§ DIRECTIONS FOR THIS TASK
Check each line of the material below for "shape". Report how many have it, with no other words.

§ PROVIDED MATERIAL
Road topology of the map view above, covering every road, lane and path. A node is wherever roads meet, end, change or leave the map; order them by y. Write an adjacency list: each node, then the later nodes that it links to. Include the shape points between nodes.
* * *
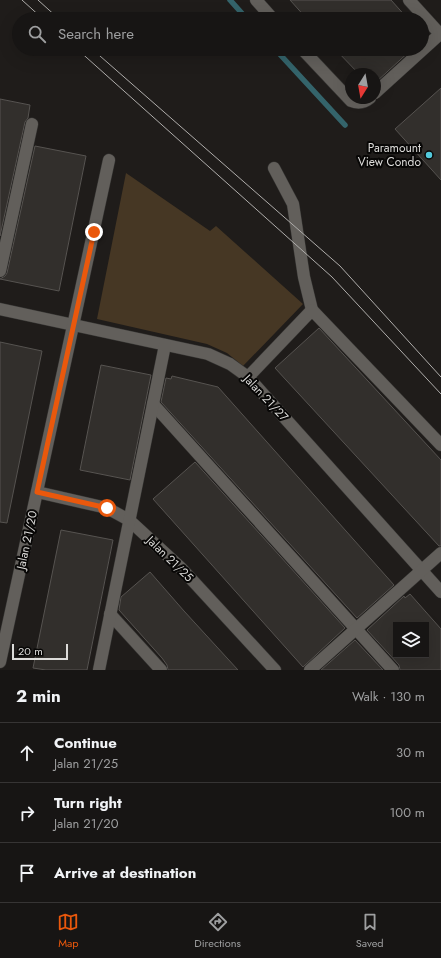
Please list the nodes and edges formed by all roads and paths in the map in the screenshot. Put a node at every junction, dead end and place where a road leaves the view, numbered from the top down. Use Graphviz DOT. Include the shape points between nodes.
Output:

§ SOLUTION FOR THIS EXERCISE
2